What the task requires:
From the records below, take each line where the string "Block" shows up and copy it.

BEGIN Records supplied

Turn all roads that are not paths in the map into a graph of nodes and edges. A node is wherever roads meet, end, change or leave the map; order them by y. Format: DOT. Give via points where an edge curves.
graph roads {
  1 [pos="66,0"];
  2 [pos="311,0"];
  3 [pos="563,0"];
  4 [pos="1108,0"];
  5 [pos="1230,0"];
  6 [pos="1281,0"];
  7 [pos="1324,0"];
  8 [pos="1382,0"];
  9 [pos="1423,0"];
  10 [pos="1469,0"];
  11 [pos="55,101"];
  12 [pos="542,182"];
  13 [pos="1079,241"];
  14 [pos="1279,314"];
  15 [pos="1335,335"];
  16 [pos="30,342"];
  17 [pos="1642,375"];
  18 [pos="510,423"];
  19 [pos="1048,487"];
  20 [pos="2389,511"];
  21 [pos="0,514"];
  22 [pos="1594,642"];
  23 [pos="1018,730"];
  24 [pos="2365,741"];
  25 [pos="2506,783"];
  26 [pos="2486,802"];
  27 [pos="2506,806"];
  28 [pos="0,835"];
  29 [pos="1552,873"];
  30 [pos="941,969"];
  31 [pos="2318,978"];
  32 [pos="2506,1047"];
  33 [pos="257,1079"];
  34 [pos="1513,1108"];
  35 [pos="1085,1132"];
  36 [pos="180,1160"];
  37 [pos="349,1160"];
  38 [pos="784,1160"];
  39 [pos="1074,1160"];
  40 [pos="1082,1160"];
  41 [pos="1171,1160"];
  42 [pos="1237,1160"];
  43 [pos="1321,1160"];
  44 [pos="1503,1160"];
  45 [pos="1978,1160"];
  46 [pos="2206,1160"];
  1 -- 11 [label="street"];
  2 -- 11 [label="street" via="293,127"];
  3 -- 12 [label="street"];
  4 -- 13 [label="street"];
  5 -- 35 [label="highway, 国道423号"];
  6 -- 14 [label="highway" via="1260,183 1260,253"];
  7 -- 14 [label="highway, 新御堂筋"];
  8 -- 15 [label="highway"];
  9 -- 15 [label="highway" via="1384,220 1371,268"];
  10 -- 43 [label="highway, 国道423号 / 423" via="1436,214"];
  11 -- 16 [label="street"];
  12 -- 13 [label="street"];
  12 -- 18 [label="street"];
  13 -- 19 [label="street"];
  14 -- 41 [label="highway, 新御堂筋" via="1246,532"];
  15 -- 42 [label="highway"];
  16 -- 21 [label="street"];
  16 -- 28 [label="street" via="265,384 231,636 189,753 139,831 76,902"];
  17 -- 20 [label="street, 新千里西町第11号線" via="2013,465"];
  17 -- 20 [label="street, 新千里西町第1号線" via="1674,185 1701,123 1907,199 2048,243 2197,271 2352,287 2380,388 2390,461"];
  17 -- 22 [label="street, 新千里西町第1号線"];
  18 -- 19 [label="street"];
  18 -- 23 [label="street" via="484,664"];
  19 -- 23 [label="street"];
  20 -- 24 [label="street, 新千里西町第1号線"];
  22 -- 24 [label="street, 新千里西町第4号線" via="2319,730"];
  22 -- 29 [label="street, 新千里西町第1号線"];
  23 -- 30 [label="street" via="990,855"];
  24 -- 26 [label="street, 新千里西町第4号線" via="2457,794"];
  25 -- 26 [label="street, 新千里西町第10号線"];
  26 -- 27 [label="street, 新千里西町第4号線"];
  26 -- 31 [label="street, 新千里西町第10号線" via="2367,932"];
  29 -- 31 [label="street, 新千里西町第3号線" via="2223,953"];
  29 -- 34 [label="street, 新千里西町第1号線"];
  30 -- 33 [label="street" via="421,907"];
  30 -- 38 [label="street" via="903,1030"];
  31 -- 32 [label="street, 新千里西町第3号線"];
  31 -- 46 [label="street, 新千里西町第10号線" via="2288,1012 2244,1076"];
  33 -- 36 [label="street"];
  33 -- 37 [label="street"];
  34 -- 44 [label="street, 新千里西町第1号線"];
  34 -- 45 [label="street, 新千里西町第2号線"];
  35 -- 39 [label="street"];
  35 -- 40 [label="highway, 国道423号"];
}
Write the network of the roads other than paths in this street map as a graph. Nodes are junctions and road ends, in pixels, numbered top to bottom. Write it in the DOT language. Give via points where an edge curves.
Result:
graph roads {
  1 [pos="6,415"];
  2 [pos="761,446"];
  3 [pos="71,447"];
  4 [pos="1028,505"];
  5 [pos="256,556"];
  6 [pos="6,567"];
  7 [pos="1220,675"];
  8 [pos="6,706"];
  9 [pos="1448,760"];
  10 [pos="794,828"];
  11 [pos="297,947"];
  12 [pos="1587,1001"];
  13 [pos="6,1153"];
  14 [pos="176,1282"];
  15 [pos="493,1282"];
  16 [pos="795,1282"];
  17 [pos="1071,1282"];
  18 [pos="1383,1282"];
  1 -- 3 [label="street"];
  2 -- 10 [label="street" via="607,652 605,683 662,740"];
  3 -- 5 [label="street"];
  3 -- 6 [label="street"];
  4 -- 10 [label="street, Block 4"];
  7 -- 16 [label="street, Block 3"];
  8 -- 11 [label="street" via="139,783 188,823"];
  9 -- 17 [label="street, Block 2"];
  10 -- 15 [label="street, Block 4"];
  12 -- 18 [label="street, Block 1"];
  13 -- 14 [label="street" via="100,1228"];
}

END Records supplied

Answer to this problem:
  4 -- 10 [label="street, Block 4"];
  7 -- 16 [label="street, Block 3"];
  9 -- 17 [label="street, Block 2"];
  10 -- 15 [label="street, Block 4"];
  12 -- 18 [label="street, Block 1"];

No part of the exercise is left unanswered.